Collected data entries
··········

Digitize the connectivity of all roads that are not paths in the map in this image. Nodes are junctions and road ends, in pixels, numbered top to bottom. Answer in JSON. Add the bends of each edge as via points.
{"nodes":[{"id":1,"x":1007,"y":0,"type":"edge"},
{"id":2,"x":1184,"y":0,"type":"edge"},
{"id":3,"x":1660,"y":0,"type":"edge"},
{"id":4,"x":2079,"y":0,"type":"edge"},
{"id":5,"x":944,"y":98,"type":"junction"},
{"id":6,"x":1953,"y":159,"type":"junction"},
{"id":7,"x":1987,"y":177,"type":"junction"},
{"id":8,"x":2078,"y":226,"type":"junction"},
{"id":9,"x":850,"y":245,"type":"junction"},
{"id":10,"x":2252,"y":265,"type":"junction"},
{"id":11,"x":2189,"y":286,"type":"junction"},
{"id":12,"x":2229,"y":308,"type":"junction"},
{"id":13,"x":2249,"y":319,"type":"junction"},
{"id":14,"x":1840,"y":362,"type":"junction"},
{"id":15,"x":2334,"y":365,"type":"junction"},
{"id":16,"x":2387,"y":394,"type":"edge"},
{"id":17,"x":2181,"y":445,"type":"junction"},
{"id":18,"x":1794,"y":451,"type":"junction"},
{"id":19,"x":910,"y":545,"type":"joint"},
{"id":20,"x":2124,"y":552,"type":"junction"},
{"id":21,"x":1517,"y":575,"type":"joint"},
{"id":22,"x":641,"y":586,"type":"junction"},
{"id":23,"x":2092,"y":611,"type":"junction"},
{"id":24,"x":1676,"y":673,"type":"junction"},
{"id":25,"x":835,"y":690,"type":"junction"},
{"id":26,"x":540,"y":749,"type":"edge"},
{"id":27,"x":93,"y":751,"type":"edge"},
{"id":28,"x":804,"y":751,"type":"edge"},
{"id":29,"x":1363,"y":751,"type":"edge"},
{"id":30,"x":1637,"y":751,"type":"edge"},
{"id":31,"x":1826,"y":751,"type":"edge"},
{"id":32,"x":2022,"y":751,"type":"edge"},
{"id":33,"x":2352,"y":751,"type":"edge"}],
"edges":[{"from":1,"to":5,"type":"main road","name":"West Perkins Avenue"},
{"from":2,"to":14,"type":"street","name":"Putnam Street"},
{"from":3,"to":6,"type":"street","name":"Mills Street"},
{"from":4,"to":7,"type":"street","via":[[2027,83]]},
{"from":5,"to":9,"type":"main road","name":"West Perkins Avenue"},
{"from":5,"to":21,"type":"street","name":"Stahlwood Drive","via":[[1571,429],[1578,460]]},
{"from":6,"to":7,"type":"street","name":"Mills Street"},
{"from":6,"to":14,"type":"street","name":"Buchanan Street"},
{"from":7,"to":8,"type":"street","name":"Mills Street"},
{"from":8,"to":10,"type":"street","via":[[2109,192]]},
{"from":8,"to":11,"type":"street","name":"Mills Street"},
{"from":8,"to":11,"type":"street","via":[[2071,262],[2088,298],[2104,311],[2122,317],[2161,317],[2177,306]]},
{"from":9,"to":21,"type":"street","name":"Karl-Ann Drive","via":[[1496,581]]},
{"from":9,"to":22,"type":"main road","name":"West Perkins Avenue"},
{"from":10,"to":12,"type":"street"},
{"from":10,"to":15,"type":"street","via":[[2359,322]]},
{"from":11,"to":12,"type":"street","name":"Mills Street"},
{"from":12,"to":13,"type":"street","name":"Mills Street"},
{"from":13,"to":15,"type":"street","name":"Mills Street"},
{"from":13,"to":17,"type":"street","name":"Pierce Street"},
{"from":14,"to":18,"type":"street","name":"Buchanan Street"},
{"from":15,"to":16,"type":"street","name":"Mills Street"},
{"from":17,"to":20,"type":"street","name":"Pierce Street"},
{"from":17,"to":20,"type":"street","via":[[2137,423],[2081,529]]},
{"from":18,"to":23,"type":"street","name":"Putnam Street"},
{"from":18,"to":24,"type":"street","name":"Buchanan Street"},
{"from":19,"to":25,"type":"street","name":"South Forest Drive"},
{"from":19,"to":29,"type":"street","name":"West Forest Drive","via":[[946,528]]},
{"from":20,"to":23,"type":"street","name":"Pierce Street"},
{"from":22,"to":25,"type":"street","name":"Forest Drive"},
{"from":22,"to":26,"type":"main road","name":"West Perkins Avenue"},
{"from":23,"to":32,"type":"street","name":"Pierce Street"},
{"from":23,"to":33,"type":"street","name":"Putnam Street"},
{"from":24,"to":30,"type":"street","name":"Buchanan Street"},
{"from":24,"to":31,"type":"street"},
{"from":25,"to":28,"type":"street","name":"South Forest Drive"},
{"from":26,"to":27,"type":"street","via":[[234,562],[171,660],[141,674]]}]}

··········

▶ [What is required]
State the number of lines in these entries that include the string "West". Provide nothing beyond that number.

▶ [Response]
5